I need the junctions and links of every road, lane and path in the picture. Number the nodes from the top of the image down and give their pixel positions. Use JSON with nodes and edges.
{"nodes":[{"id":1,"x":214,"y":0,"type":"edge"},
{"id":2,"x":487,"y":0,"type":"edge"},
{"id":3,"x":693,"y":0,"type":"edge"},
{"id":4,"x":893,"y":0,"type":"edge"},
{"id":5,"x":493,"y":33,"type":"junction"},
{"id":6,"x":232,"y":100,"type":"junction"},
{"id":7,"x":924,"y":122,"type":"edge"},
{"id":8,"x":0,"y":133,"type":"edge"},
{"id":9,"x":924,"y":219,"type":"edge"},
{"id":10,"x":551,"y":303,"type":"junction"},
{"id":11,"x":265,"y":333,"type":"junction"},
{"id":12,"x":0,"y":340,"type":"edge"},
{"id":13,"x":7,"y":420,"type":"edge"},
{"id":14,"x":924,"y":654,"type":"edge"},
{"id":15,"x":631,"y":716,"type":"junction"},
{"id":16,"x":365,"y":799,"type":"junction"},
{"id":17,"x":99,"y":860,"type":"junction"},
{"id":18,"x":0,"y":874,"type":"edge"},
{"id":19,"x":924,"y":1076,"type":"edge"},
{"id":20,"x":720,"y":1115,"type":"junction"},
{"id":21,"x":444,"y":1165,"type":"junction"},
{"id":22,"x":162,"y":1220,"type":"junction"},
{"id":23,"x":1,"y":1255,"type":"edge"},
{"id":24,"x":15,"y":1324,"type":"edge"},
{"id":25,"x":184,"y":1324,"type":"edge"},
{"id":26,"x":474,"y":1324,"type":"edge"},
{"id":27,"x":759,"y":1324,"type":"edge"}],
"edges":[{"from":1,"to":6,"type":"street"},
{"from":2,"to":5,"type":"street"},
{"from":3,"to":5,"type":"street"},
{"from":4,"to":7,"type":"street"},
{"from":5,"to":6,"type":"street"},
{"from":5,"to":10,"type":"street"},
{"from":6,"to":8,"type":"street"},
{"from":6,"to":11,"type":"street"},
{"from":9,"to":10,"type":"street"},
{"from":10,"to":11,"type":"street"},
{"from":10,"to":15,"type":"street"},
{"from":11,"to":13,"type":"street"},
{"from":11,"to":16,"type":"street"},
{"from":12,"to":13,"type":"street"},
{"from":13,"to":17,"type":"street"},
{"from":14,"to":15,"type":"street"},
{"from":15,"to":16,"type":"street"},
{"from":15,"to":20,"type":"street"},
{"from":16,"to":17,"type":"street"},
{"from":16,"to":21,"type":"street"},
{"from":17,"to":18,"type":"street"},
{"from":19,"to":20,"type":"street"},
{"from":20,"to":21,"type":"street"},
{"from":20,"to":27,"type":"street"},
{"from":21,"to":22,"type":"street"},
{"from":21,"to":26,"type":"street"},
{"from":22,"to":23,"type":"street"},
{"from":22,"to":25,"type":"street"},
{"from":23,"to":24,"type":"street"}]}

* THE PROBLEM *
I would like you to output every record exactly as written.

* ANSWER SECTION *
I need the junctions and links of every road, lane and path in the picture. Number the nodes from the top of the image down and give their pixel positions. Use JSON with nodes and edges.
{"nodes":[{"id":1,"x":214,"y":0,"type":"edge"},
{"id":2,"x":487,"y":0,"type":"edge"},
{"id":3,"x":693,"y":0,"type":"edge"},
{"id":4,"x":893,"y":0,"type":"edge"},
{"id":5,"x":493,"y":33,"type":"junction"},
{"id":6,"x":232,"y":100,"type":"junction"},
{"id":7,"x":924,"y":122,"type":"edge"},
{"id":8,"x":0,"y":133,"type":"edge"},
{"id":9,"x":924,"y":219,"type":"edge"},
{"id":10,"x":551,"y":303,"type":"junction"},
{"id":11,"x":265,"y":333,"type":"junction"},
{"id":12,"x":0,"y":340,"type":"edge"},
{"id":13,"x":7,"y":420,"type":"edge"},
{"id":14,"x":924,"y":654,"type":"edge"},
{"id":15,"x":631,"y":716,"type":"junction"},
{"id":16,"x":365,"y":799,"type":"junction"},
{"id":17,"x":99,"y":860,"type":"junction"},
{"id":18,"x":0,"y":874,"type":"edge"},
{"id":19,"x":924,"y":1076,"type":"edge"},
{"id":20,"x":720,"y":1115,"type":"junction"},
{"id":21,"x":444,"y":1165,"type":"junction"},
{"id":22,"x":162,"y":1220,"type":"junction"},
{"id":23,"x":1,"y":1255,"type":"edge"},
{"id":24,"x":15,"y":1324,"type":"edge"},
{"id":25,"x":184,"y":1324,"type":"edge"},
{"id":26,"x":474,"y":1324,"type":"edge"},
{"id":27,"x":759,"y":1324,"type":"edge"}],
"edges":[{"from":1,"to":6,"type":"street"},
{"from":2,"to":5,"type":"street"},
{"from":3,"to":5,"type":"street"},
{"from":4,"to":7,"type":"street"},
{"from":5,"to":6,"type":"street"},
{"from":5,"to":10,"type":"street"},
{"from":6,"to":8,"type":"street"},
{"from":6,"to":11,"type":"street"},
{"from":9,"to":10,"type":"street"},
{"from":10,"to":11,"type":"street"},
{"from":10,"to":15,"type":"street"},
{"from":11,"to":13,"type":"street"},
{"from":11,"to":16,"type":"street"},
{"from":12,"to":13,"type":"street"},
{"from":13,"to":17,"type":"street"},
{"from":14,"to":15,"type":"street"},
{"from":15,"to":16,"type":"street"},
{"from":15,"to":20,"type":"street"},
{"from":16,"to":17,"type":"street"},
{"from":16,"to":21,"type":"street"},
{"from":17,"to":18,"type":"street"},
{"from":19,"to":20,"type":"street"},
{"from":20,"to":21,"type":"street"},
{"from":20,"to":27,"type":"street"},
{"from":21,"to":22,"type":"street"},
{"from":21,"to":26,"type":"street"},
{"from":22,"to":23,"type":"street"},
{"from":22,"to":25,"type":"street"},
{"from":23,"to":24,"type":"street"}]}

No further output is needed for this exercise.